A few hard facts about the island that should give pause for thought:
First, Bahrain is a Shiite island. You won’t see it described that way, but it is — 70 percent of the population, more than the percentage of Shiites in Iraq. And like Iraq under Saddam Hussein, these Arab Shiites have been systematically discriminated against, repressed, and denied meaningful roles by a Sunni tribal government determined to maintain its solid grip on the country. The emergence of real democracy, as in Iraq, will push the country over into the Shiite column — sending shivers down the spines of other Gulf rulers, and especially in Riyadh…
If you look behind the Western and elite-populated high-rises you’ll encounter the Shiite ghettoes — poor and neglected, with high unemployment, walls smeared with anti-regime graffiti.

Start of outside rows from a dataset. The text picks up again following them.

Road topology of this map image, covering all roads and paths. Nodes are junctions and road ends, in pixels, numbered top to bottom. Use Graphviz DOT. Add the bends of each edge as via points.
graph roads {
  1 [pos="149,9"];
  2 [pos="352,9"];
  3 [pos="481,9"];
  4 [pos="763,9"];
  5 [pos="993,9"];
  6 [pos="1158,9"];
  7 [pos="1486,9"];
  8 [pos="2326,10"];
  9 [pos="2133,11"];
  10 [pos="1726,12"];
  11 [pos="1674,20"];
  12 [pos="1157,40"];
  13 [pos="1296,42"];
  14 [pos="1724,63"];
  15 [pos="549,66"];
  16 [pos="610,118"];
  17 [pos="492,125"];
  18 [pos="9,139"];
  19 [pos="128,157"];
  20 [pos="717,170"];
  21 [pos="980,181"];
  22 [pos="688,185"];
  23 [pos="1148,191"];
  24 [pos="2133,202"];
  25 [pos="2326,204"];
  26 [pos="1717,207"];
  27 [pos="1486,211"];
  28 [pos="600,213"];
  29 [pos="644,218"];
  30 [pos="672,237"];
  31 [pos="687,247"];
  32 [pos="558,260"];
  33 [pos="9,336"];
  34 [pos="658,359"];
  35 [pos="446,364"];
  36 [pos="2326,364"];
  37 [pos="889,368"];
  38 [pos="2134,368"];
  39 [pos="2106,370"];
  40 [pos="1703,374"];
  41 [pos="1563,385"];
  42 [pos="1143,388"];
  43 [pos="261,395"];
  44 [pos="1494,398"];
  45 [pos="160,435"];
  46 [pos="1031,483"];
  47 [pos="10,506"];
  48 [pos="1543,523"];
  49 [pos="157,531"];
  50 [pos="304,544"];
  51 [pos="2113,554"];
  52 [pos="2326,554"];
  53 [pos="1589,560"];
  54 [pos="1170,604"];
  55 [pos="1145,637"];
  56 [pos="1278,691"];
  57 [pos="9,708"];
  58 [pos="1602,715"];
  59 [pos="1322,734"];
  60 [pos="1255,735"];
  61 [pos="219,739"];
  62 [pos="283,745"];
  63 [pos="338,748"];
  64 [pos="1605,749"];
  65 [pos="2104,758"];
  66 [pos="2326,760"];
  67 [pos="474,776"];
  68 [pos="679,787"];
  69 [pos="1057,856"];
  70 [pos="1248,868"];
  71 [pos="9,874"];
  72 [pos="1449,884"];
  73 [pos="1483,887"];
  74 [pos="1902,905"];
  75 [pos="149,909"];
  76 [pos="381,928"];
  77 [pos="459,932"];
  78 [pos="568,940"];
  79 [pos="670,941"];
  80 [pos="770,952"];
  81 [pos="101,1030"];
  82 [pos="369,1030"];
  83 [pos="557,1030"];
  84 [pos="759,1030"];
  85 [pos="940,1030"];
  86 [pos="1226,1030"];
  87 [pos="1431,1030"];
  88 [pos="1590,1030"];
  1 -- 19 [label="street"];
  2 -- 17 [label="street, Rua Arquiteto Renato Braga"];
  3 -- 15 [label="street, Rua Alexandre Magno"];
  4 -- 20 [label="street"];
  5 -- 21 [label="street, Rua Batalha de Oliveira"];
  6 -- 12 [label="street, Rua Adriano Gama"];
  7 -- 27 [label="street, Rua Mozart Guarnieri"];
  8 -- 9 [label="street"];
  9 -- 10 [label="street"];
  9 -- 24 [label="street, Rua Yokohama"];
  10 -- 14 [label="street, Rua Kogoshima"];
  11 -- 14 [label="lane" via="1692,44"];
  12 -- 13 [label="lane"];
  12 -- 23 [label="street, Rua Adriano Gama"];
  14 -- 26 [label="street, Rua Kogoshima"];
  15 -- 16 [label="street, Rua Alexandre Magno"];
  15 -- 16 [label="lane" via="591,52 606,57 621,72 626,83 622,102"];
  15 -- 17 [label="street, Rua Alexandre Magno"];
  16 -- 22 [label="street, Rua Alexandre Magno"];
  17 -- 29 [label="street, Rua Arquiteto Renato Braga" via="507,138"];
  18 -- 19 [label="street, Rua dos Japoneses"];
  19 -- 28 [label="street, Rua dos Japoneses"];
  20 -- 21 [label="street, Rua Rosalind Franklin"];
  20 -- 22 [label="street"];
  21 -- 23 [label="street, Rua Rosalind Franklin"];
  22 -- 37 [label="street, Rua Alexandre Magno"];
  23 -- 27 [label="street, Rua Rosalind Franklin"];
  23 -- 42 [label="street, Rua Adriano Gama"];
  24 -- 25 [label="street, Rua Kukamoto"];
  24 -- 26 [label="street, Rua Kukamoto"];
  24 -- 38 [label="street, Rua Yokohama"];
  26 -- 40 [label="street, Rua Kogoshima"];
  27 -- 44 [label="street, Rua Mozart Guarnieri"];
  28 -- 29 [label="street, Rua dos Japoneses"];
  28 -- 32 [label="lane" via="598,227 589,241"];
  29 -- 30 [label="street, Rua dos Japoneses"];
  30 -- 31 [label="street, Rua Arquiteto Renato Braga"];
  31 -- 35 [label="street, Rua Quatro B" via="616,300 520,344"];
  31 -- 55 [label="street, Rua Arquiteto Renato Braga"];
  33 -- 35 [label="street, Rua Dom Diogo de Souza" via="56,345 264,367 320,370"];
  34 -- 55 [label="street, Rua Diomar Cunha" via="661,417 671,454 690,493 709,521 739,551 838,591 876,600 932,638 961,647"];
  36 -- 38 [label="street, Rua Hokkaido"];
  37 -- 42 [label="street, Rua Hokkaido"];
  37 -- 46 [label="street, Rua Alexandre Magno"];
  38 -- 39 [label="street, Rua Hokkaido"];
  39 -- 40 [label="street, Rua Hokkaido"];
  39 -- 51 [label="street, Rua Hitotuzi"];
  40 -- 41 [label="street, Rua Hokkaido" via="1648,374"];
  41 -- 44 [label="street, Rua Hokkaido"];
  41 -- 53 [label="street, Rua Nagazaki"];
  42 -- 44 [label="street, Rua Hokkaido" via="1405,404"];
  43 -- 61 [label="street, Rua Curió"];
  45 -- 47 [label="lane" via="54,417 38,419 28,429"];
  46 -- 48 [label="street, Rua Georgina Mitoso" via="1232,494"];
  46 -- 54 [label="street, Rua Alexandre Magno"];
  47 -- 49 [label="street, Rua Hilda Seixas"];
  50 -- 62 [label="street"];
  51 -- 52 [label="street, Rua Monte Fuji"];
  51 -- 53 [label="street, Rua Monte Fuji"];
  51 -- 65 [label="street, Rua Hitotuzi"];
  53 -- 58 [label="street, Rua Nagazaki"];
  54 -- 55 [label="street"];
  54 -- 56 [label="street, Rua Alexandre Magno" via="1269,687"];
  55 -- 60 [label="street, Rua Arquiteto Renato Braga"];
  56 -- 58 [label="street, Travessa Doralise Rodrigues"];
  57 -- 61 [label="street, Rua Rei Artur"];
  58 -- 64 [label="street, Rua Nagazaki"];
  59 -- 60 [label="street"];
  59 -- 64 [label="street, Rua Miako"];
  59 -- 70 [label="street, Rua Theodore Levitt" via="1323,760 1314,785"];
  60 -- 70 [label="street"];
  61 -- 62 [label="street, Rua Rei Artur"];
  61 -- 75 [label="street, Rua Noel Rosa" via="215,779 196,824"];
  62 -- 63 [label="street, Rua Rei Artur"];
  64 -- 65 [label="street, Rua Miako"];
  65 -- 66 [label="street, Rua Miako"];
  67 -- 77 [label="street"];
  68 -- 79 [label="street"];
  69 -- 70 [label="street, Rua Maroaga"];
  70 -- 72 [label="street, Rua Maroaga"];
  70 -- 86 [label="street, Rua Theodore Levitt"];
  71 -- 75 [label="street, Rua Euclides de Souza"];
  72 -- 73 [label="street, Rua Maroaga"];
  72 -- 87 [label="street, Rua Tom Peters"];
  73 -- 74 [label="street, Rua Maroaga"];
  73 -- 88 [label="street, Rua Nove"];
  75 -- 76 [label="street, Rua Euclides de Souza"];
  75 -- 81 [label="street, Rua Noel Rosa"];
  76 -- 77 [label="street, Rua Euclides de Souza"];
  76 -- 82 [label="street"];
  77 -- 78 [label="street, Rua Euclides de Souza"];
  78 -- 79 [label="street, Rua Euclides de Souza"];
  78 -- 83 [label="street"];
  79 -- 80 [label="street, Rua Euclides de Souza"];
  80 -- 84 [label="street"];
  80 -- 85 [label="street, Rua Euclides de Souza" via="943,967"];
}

Free market? Sure, except the regime imports politically neutered laborers from passive, apolitical states that need the money: Filipinos, Bangladeshis, Sri Lankans and other South Asians who won’t make waves or they’re on the next plane out.
The regime also imports its thugs. The ranks of the police are heavily staffed with expat police who often speak no Arabic, have no attachments to the country and who will beat, jail, torture and shoot Bahraini protestors with impunity.
Like other Shiite populations, clerics figure heavily among the leaders.
But many are liberal and open, reflecting the culturally open character of the island. Most Bahraini Shiites would look to Ayatollah Sistani in Iraq rather than to Iran for religious guidance.
Typically, however, just like most other tyrants across the region, the al-Khalifa regime in Bahrain will whip up anti-Shiite, anti-Iranian fears to gain Western backing — and they usually get it.
It’s not just that the majority is Shiite. From a Saudi perspective, the Bahraini Shiites maintain close family and cultural ties with Shiite families across the water in Saudi Arabia. The Saudi Shiite minority, probably even more oppressed, is already restive and would be responsive to Shiite political unrest nearby. This is Riyadh’s ultimate nightmare — a further strengthening of Shiite political power in this oil-rich region.
The Sunni minority of Bahrain is in a difficult position. The Sunnis worry about the rise of the Shiite majority that makes up the oppressed class.
But liberal Sunnis are also highly discontent with the al-Khalifa regime and seek political reform. Many work with the Shiite leadership to attain secular reforms, but the regime has repressed them as well and fans fear of Shiites to help keep them in line…
Washington is now faced again with another hard choice — the legacy of shortsighted decisions made over decades: Continue to go with local repressive regimes out of a misguided sense of “American interests”? Hold on to unpopular military bases at all costs — thereby deepening local anger and perhaps giving Iran ultimately a greater voice in events?
Or should it quietly drop support for this repressive regime, allow events to take their course and accept that long-overdue change is coming? How long can we hold on to another ugly status quo? It’s really about how bad the change will get the longer we wait.”